# (Non-)Hermiticity of Dirac operator

I have a Dirac operator given by $$\begin{equation} D\!\!\!/[A, A^{5}]=\gamma^\mu D_\mu=\gamma^\mu (\partial_{\mu} - {\rm i} A_{\mu} - {\rm i} \gamma_{5} A_{\mu}^{5}), \end{equation}$$ where $$A_{\mu}$$ and $$A^{5}_{\mu}$$ are Hermitian.

In the Euclidean space, I can show that the Dirac operator is Hermitian $$D\!\!\!/[A,A^{5}]= D\!\!\!/^{\dagger}[A,A^{5}]$$ using $$\gamma^{\mu\dagger}= -\gamma^{\mu}$$, $$\gamma^{5} \gamma^{\mu}=-\gamma^{\mu} \gamma^{5}$$ and $$\partial^{\dagger}_{\mu} =- \partial_{\mu}$$. When $$A^{5}_{\mu}=0$$, it has been also shown that the Dirac operator is anti-Hermitian with respect to the inner product such that $$\overline{D\!\!\!/}[A,0]=-D\!\!\!/[A,0]$$, where $$\overline{D\!\!\!/}={D\!\!\!/}^{\dagger} \gamma^{0}$$.

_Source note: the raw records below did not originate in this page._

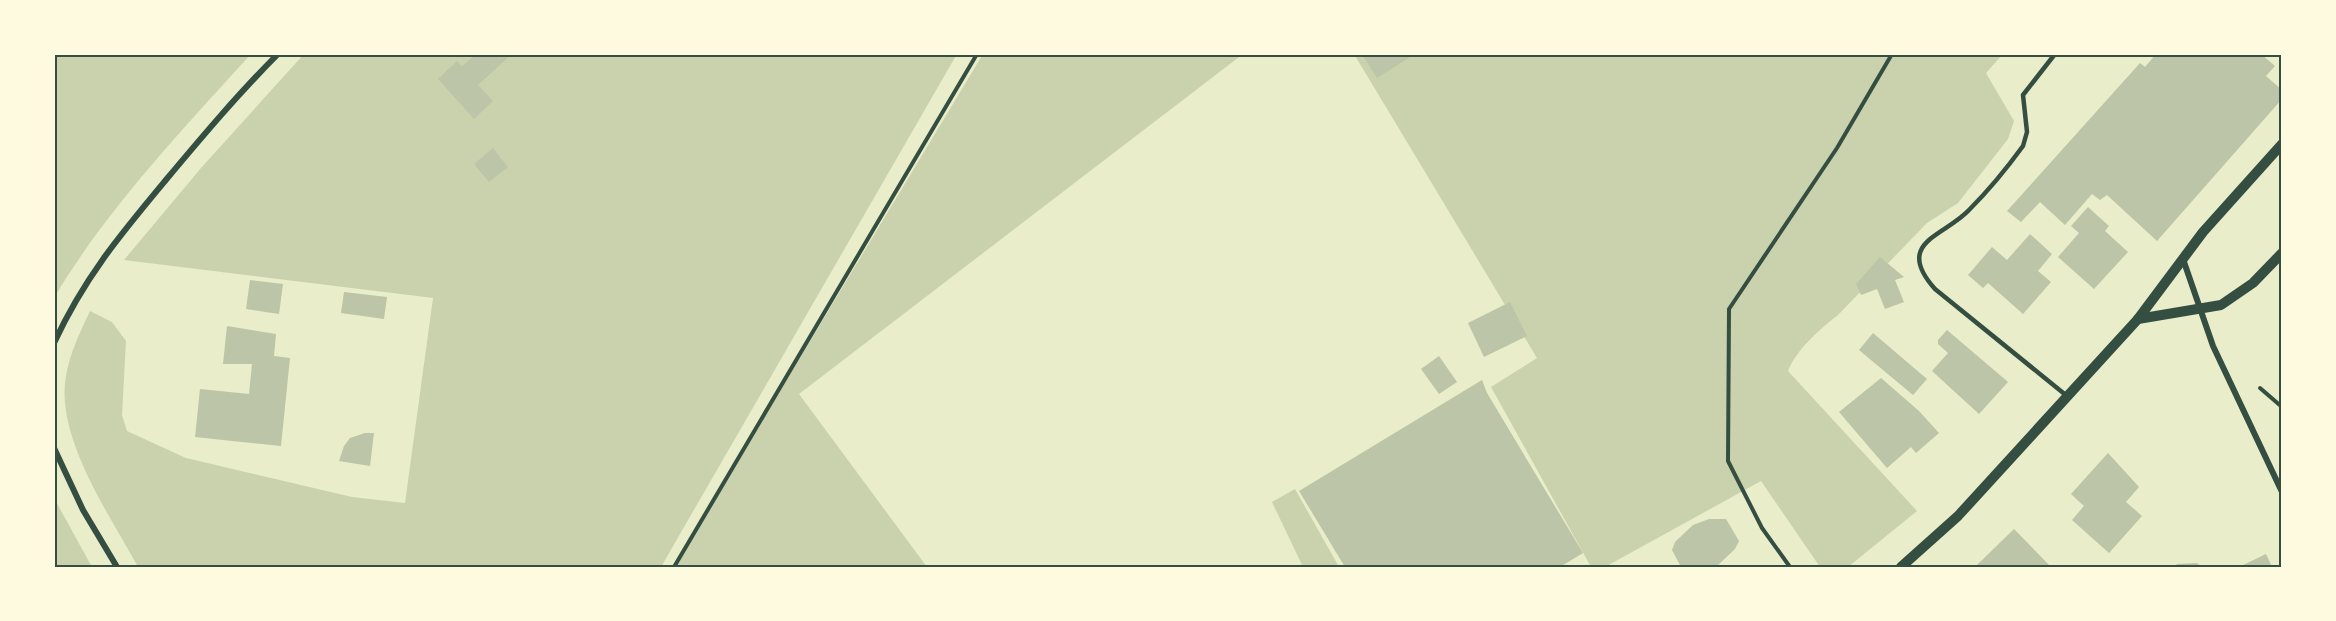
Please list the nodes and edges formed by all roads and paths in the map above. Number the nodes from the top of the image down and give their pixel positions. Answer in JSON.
{"nodes":[{"id":1,"x":278,"y":54,"type":"edge"},
{"id":2,"x":977,"y":54,"type":"edge"},
{"id":3,"x":1892,"y":54,"type":"edge"},
{"id":4,"x":2055,"y":54,"type":"edge"},
{"id":5,"x":2282,"y":144,"type":"edge"},
{"id":6,"x":2282,"y":253,"type":"edge"},
{"id":7,"x":2183,"y":259,"type":"junction"},
{"id":8,"x":2199,"y":309,"type":"junction"},
{"id":9,"x":2138,"y":319,"type":"junction"},
{"id":10,"x":54,"y":343,"type":"edge"},
{"id":11,"x":2067,"y":396,"type":"junction"},
{"id":12,"x":54,"y":448,"type":"edge"},
{"id":13,"x":2282,"y":492,"type":"edge"},
{"id":14,"x":117,"y":567,"type":"edge"},
{"id":15,"x":674,"y":567,"type":"edge"},
{"id":16,"x":1790,"y":567,"type":"edge"},
{"id":17,"x":1901,"y":567,"type":"edge"}],
"edges":[{"from":1,"to":10,"type":"street"},
{"from":2,"to":15,"type":"path"},
{"from":3,"to":16,"type":"path"},
{"from":4,"to":11,"type":"lane"},
{"from":5,"to":7,"type":"street"},
{"from":6,"to":8,"type":"street"},
{"from":7,"to":8,"type":"street"},
{"from":7,"to":9,"type":"street"},
{"from":8,"to":9,"type":"street"},
{"from":8,"to":13,"type":"street"},
{"from":9,"to":11,"type":"street"},
{"from":11,"to":17,"type":"street"},
{"from":12,"to":14,"type":"street"}]}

I now wish to find relations between $$\overline{D\!\!\!/}$$, $$D\!\!\!/$$ and $${D\!\!\!/}^{\dagger}$$ for $$A=0$$ and $$A^{5}\neq 0$$ in both Minkowski and Euclidean space. For this purpose, I've tried to evaluate the adjoint/Hermitian conjugate of the last term in the Dirac operator as

$$\begin{equation} \overline{- {\rm i} \gamma^{\mu} \gamma_{5} A_{\mu}^{5}} = {\rm i} A_{\mu}^{5} \overline{ \gamma^{\mu } \gamma_{5} } = {\rm i} A_{\mu}^{5} \gamma_{5} \gamma^{\mu \dagger} \gamma^{0} = {\rm i} A_{\mu}^{5} \gamma_{5} \gamma^{0} \underbrace{\gamma^{0} \gamma^{\mu \dagger} \gamma^{0}}_{\gamma^{\mu } } = {\rm i} A_{\mu}^{5} \gamma_{5} \gamma^{0} \gamma^{\mu } = {\rm i} A_{\mu}^{5} \gamma^{0} \gamma^{\mu } \gamma_{5} , \end{equation}$$
• Hermitian conjugate $$\begin{equation} (- {\rm i} \gamma^{\mu} \gamma_{5} A_{\mu}^{5})^{\dagger} = {\rm i} A_{\mu}^{5} \gamma_{5} \gamma^{\mu \dagger} = \begin{cases} - {\rm i} A_{\mu}^{5} \gamma_{5} \gamma^{\mu } & \text{in Euclidean space} ,\\ \\ {\rm i} A_{\mu}^{5} \gamma_{5} \gamma^{0} \gamma^{\mu } \gamma^{0} & \text{in Minkowski space}. \end{cases} \end{equation}$$ Except for the known relation $$D\!\!\!/ [0, A^{5}]= {D\!\!\!/}^{\dagger}[0, A^{5}]$$ in the Euclidean space, I can't see any (anti-)Hermiticity relations between $$\overline{D\!\!\!/}$$, $${D\!\!\!/}^{\dagger}$$ and $$D\!\!\!/$$. Does this mean that $$D\!\!\!/[0, A^{5}]$$ is non-Hermitian, or did I miss something in my calculations?